Poem written by Henry Carey

Namby-pamby is a term for affected, weak, and maudlin speech/verse. It originates from the poem Namby Pamby (1725) by Henry Carey.

Carey wrote his poem as a satire of Ambrose Philips and published it in his Poems on Several Occasions. Its first publication was Namby Pamby: or, a panegyrick on the new versification address'd to A----- P----, where the A-- P-- implicated Ambrose Philips. Philips had written a series of odes in a new prosody of seven-syllable catalectic trochaic tetrameter and dedicated it to "all ages and characters, from Walpole steerer of the realm, to Miss Pulteney in the nursery." Though once used by Shakespeare in A Midsummer Night's Dream, this 3.5' line became a matter of consternation for more conservative poets, and a matter of mirth for Carey. Carey adopts Philips's choppy line-form for his parody and latches onto the dedication to nurseries to create an apparent nursery rhyme that is, in fact, a grand bit of nonsense and satire mixed.
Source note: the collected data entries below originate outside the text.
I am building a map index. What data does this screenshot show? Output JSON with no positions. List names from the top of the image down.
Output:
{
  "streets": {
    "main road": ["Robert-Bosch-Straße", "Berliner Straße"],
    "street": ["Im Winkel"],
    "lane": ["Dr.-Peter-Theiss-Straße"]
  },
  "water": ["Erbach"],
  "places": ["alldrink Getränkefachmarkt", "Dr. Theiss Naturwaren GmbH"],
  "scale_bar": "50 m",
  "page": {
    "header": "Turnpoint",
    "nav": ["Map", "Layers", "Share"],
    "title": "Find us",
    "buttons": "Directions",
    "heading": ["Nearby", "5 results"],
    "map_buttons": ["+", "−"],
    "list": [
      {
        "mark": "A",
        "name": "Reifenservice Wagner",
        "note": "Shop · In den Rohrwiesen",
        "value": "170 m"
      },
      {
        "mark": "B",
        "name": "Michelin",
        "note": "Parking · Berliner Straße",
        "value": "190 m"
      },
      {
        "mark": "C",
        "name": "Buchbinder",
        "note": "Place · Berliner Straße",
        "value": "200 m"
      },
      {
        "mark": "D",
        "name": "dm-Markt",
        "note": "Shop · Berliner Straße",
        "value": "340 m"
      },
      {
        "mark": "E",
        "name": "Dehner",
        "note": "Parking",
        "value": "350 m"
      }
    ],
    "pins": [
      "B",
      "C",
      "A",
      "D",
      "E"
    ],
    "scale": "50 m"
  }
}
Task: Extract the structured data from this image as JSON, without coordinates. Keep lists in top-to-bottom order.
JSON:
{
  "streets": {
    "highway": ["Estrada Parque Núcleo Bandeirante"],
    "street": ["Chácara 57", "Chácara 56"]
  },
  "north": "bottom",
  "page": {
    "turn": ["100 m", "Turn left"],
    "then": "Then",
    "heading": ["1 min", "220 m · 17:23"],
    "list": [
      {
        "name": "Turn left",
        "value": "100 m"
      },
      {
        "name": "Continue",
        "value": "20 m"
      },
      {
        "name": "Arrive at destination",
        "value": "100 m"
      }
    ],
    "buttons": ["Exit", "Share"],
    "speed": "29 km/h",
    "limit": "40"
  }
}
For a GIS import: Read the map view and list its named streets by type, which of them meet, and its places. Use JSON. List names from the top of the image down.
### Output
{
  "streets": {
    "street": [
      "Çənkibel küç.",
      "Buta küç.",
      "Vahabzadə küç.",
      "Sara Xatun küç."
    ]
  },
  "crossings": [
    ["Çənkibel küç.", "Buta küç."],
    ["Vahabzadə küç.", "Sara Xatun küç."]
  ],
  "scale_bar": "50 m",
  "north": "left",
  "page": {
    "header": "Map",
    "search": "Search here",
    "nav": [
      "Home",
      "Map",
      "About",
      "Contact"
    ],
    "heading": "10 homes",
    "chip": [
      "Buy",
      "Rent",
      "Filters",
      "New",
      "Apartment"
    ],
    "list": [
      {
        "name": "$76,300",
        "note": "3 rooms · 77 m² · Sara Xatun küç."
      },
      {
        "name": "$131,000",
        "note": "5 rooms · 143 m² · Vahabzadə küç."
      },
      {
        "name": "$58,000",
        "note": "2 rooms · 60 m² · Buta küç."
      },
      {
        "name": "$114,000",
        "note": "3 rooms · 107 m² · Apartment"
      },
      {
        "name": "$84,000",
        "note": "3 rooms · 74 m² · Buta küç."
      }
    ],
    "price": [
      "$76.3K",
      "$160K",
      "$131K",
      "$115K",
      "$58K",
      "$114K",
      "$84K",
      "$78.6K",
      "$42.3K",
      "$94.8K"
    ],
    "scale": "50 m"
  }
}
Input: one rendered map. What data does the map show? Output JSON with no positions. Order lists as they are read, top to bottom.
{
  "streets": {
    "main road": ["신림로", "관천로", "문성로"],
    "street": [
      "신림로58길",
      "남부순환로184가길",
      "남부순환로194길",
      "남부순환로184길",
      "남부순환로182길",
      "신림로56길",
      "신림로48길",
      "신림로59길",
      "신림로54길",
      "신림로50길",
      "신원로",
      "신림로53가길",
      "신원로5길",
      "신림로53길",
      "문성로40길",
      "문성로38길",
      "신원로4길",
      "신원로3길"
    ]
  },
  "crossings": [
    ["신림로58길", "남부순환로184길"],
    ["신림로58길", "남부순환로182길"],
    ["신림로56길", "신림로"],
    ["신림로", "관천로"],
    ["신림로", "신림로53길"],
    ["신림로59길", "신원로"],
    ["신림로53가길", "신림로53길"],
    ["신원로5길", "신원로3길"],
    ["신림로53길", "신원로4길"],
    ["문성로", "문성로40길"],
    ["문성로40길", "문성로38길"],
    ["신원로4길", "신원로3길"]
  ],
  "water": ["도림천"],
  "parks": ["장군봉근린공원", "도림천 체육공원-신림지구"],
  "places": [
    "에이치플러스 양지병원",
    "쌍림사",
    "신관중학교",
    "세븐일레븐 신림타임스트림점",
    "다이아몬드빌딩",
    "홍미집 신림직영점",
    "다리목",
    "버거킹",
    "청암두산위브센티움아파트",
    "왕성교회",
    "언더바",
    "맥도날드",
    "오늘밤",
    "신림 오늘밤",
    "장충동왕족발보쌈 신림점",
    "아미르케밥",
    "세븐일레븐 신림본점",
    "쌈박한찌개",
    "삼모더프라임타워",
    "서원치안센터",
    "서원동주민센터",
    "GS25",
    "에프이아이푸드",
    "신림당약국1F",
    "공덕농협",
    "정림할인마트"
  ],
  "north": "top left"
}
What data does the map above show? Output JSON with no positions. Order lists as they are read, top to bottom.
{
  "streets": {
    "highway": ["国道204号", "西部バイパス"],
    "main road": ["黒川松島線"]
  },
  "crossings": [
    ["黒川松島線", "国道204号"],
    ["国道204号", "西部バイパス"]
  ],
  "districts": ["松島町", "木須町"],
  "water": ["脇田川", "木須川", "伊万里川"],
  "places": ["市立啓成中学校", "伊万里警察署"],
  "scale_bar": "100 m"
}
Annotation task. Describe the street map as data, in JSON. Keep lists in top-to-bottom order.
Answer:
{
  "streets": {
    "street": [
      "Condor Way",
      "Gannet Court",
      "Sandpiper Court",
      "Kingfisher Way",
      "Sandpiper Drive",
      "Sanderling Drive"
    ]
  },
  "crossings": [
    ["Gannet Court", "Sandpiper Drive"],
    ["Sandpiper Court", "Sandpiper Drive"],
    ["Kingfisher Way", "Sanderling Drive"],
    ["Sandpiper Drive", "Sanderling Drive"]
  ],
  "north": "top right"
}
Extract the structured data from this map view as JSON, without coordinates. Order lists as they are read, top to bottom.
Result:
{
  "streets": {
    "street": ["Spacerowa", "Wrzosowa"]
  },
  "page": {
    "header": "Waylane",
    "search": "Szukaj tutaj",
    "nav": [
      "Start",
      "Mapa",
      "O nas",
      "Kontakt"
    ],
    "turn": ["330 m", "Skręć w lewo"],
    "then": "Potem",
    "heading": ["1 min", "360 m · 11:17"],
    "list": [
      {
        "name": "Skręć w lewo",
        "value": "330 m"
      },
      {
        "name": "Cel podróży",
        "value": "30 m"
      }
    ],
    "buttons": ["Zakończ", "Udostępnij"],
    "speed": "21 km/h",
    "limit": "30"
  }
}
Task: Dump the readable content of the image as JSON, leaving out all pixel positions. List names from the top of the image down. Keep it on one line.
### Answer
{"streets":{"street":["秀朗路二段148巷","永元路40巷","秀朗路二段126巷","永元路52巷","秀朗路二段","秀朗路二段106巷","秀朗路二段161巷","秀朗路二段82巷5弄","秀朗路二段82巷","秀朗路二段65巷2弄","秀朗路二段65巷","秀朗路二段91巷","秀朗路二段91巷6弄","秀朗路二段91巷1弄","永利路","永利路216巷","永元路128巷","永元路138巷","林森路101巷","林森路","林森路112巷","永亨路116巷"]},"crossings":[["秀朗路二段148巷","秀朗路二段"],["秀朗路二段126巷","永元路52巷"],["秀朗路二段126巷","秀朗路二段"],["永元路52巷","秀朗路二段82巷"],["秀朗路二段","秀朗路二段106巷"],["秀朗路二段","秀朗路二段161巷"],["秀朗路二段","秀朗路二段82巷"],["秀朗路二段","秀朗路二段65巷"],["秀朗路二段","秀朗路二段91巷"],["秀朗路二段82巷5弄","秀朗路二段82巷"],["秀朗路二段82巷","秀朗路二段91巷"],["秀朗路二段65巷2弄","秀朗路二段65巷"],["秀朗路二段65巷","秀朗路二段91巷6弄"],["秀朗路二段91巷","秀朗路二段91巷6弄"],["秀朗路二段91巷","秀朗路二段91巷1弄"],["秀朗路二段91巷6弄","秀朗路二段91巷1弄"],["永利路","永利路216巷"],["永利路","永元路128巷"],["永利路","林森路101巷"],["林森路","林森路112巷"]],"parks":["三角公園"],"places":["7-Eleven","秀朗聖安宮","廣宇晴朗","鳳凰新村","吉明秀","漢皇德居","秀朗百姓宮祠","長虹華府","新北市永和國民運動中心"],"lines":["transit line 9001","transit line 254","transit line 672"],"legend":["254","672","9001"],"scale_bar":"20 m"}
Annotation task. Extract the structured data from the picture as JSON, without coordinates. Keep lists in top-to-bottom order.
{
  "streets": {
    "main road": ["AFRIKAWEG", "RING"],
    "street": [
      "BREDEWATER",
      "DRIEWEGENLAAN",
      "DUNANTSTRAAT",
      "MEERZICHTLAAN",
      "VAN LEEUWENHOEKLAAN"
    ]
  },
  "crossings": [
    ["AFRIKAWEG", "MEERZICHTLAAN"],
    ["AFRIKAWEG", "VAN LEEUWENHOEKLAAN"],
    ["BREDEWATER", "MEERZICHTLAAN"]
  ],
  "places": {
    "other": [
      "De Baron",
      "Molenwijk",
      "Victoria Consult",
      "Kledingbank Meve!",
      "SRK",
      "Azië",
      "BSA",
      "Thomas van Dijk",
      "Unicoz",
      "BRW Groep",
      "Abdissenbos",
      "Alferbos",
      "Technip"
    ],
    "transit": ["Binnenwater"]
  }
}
Philips was a figure who had become politically active and was a darling of the Whig party. He was also a target of the Tory satirists. Alexander Pope had criticized Philips repeatedly (in The Guardian and in his Peri Bathos, among other places), and praising or condemning Philips was a political as much as poetic matter in the 1720s, with the nickname also employed by John Gay and Jonathan Swift.

The poem begins with a mock-epic opening (as had Pope's Rape of the Lock and as had Dryden's MacFlecknoe), calling all the muses to witness the glory of Philips's prosodic reform:

"All ye Poets of the Age!
All ye Witlings of the Stage!
Learn your Jingles to reform!
Crop your Numbers and Conform:
Let your little Verses flow
Gently, Sweetly, Row by Row:
Let the Verse the Subject fit;
Little Subject, Little Wit.
Namby-Pamby is your Guide;
Albion's Joy, Hibernia's Pride."

Carey's Namby Pamby had enormous success. It became so successful that people began to call Philips himself "Namby Pamby" (as, for example, in The Dunciad in 1727), as he had been renamed by the poem, and Carey was referred to as "Namby Pamby Carey". The poem sold well and he used this style in various other short poems.